**TASK PROMPT:** Before writing anything, find the line that contains "solid #fff;border-radius:50%;box-shadow:0 2px", then retype the entries below exactly from their first line through that one, without pictures.

[Dataset excerpts]
• • •

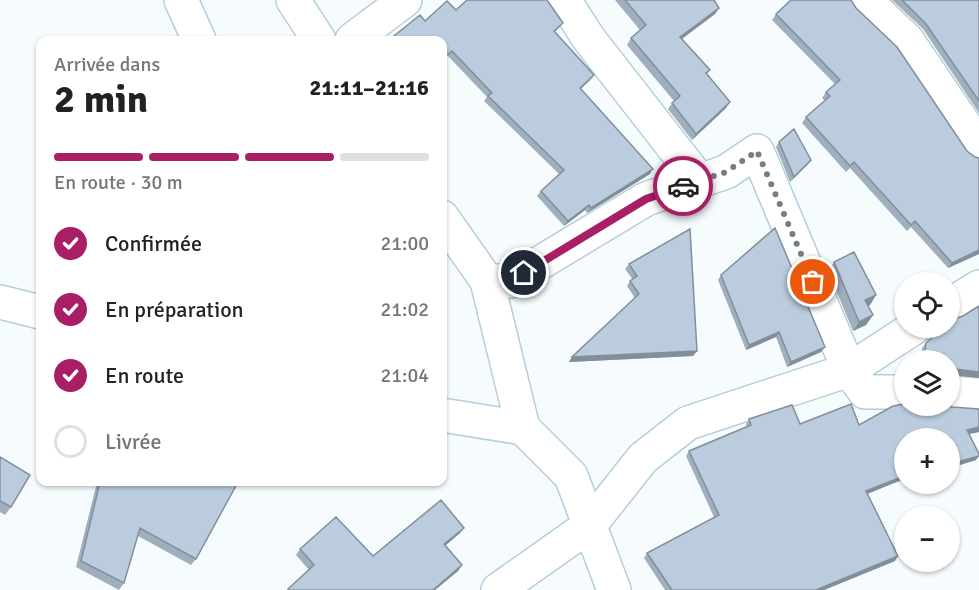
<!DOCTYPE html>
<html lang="fr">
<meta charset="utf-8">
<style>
:root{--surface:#fff;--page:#f2f2f2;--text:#222;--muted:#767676;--line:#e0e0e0;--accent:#a81f65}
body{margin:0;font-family:Signika,sans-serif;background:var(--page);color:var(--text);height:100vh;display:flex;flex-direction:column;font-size:22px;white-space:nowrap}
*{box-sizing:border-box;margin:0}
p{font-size:20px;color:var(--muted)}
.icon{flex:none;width:33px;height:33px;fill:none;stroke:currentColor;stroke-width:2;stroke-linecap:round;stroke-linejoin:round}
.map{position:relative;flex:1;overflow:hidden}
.details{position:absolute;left:36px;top:36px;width:411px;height:450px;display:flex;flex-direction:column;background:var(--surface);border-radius:12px;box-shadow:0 2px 4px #0004}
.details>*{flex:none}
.tools{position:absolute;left:894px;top:272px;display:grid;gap:12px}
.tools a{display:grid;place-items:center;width:66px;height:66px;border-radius:50%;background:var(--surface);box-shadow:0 2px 4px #0004;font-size:30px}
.pin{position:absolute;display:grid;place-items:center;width:51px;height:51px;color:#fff;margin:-26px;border:3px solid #fff;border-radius:50%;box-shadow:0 2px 6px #0007}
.courier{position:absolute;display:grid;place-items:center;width:60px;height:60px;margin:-30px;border:4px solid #a81f65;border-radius:50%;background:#fff;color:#222;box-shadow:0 2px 8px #0007}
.overview em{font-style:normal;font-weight:800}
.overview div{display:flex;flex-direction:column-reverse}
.overview{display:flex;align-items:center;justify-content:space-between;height:102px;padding:0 18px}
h1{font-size:39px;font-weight:800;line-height:45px}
.bar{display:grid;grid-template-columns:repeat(4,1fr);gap:9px 6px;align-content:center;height:72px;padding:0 18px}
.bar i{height:8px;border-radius:4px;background:var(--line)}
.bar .current{background:var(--accent)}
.bar p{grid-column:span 4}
ol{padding:0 18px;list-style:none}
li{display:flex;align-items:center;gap:18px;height:66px}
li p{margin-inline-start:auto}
li .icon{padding:6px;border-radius:50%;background:var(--accent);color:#fff;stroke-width:4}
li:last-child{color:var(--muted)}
li i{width:33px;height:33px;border:3px solid var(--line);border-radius:50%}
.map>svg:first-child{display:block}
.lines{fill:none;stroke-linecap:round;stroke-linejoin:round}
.minor-casing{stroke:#b4cfd7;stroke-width:36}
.minor{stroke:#fff;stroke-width:33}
.wall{fill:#a0afbe}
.shaded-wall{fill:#828f9b}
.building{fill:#baccdd;stroke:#828f9b;stroke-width:1.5}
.done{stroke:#757f82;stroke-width:6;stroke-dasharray:0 10.8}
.route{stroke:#a81f65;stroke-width:8}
</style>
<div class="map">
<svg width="979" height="590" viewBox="0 0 979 590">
<rect width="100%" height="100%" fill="#f6fcfd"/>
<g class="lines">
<g class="minor-casing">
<path id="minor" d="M181,0L199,40
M293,0L319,40
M564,0L589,39L699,180
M865,0L907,40L979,146
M352,40L405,0
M442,217L487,281L523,428L571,476L614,590
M487,281H510L646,199L726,172L757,151L849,370L865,392H904
M0,302L40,312
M950,305L979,287
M950,393L979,395
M442,415L523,428
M498,590L590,525L643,458L688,423L849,370L915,327"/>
</g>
<use href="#minor" class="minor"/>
</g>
<path class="wall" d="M615,0H714L719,8L715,14L682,39L710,70L707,74L726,108L692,140L668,109L674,101L627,45L631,38L640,30Z
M892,0H979V113L923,29Z
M856,8L967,151L975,157L979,254L948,268L911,227L907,231L850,168L846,172L802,123L806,117L825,101L822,98L826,92L835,84L772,20L776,14Z
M456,10L563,23L559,28L555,32L590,80L581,89L650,174L587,213L585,210L564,226L537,196L541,191L559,174L484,101L487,97L448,56L425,21Z
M779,142L811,160L807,165L790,182L776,147Z
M834,262L876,295L870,305L868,306L873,315L866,325L853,331L828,271Z
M629,264L697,351L693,356L569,362L572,357L635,298L627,286L630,281L633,280L625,269Z
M721,275L821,352L787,367L776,337L746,350L718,280Z
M979,306V378L951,374L950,360H921L922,348L926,343L963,316Z
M749,419L800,424L859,425L979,432L969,434L976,460L950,468V438H904V479L867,494L895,561L824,590H665L644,558L647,553L714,517L686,456L689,451L747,427L746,424Z
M0,457L11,507L5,515L0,512Z
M97,482H232L196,559L191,565L138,536L124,583L119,590L76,567Z
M464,528L460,533L445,546L462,565L458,571L435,590H287L309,570L296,555L300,549L373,556Z"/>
<path class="shaded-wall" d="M719,8L715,14L676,43L680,37Z
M594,75L590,80L577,92L580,88Z
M730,102L726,108L692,140L696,134Z
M811,160L807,165L790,182L794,177Z
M653,169L650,174L587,213L591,208Z
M589,205L585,210L564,226L568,221Z
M979,250V254L948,268L952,263Z
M876,295L870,305L859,310L865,300Z
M873,315L866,325L853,331L859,322Z
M779,332L776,337L746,350L749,345Z
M825,347L821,352L787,367L791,362Z
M697,351L693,356L569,362L572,357Z
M955,369L979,372V378L950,375V370Z
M979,427V432L964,435L967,430Z
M979,456L976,460L950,468V464Z
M904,476V479L862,496L866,491Z
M464,528L460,533L440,550L444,544Z
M898,556L895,561L824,590H816Z
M462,565L458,571L435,590H433Z"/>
<path class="building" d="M467,0H547L563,23L554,31L594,75L580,88L653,169L591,208L589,205L568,221L541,191L564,170L488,96L492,93L452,51L442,59V40H389L420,15L425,21L447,1L456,10Z
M625,0H714L719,8L680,37L710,70L706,73L730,102L696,134L672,103L680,96L631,38L646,25Z
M791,0H851L856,8L897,47L967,151L975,157L979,158V250L952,263L915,221L911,225L854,162L850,166L806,117L830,96L826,92L840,80L776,14Z
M902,0H979V101L926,24Z
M794,129L811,160L794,177L779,142Z
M775,228L825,347L791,362L779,332L749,345L721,275Z
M690,229L697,351L572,357L639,294L630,281L637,276L629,264Z
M854,252L876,295L865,300L873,315L859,322L834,262Z
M979,306V372L955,369L950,370V360H924L926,343L944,327H950V322L954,319L963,316Z
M851,404L859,425L893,406L904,404L947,405L952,407L979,409V427L967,430L979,454V456L950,464V438H904V476L866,491L898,556L816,590H672L647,553L719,515L689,451L751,425L749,419L792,405L800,424Z
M0,457L30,475L11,507L0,501Z
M100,482H238L196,559L140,528L124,583L81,561Z
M441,500L464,528L444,544L462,565L433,590H289L288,589L314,565L300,549L336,517L373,556Z"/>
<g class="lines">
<path class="done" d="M683,186L726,172L757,151L813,282"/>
<path class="route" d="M524,273L646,199L683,186"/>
</g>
</svg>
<div class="tools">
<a><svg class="icon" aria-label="locate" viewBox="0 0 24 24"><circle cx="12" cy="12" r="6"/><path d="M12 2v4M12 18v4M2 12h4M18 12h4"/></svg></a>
<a><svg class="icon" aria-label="layers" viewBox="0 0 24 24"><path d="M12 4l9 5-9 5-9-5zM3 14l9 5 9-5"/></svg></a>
<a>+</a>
<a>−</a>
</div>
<div class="pin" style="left:813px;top:282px;background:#ea580c"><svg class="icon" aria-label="bag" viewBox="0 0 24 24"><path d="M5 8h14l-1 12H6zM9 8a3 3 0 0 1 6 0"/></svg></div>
<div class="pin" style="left:524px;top:273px;background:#1f2937"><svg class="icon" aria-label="home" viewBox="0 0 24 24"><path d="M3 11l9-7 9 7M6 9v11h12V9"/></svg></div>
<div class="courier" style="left:683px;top:186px"><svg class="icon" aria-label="car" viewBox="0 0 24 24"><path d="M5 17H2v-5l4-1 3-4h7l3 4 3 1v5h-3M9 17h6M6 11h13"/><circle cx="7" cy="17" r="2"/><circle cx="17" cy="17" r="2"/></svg></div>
<section class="details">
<div class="overview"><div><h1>2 min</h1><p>Arrivée dans</p></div><em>21:11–21:16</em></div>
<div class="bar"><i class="current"></i><i class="current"></i><i class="current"></i><i></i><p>En route · 30 m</p></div>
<ol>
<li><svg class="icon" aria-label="check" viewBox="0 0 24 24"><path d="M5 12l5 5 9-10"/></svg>Confirmée<p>21:00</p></li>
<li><svg class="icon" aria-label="check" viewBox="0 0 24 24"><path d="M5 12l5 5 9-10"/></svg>En préparation<p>21:02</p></li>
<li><svg class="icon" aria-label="check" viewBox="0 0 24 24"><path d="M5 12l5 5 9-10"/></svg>En route<p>21:04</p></li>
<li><i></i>Livrée</li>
</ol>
</section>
</div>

• • •

**WRITTEN SOLUTION:**
<!DOCTYPE html>
<html lang="fr">
<meta charset="utf-8">
<style>
:root{--surface:#fff;--page:#f2f2f2;--text:#222;--muted:#767676;--line:#e0e0e0;--accent:#a81f65}
body{margin:0;font-family:Signika,sans-serif;background:var(--page);color:var(--text);height:100vh;display:flex;flex-direction:column;font-size:22px;white-space:nowrap}
*{box-sizing:border-box;margin:0}
p{font-size:20px;color:var(--muted)}
.icon{flex:none;width:33px;height:33px;fill:none;stroke:currentColor;stroke-width:2;stroke-linecap:round;stroke-linejoin:round}
.map{position:relative;flex:1;overflow:hidden}
.details{position:absolute;left:36px;top:36px;width:411px;height:450px;display:flex;flex-direction:column;background:var(--surface);border-radius:12px;box-shadow:0 2px 4px #0004}
.details>*{flex:none}
.tools{position:absolute;left:894px;top:272px;display:grid;gap:12px}
.tools a{display:grid;place-items:center;width:66px;height:66px;border-radius:50%;background:var(--surface);box-shadow:0 2px 4px #0004;font-size:30px}
.pin{position:absolute;display:grid;place-items:center;width:51px;height:51px;color:#fff;margin:-26px;border:3px solid #fff;border-radius:50%;box-shadow:0 2px 6px #0007}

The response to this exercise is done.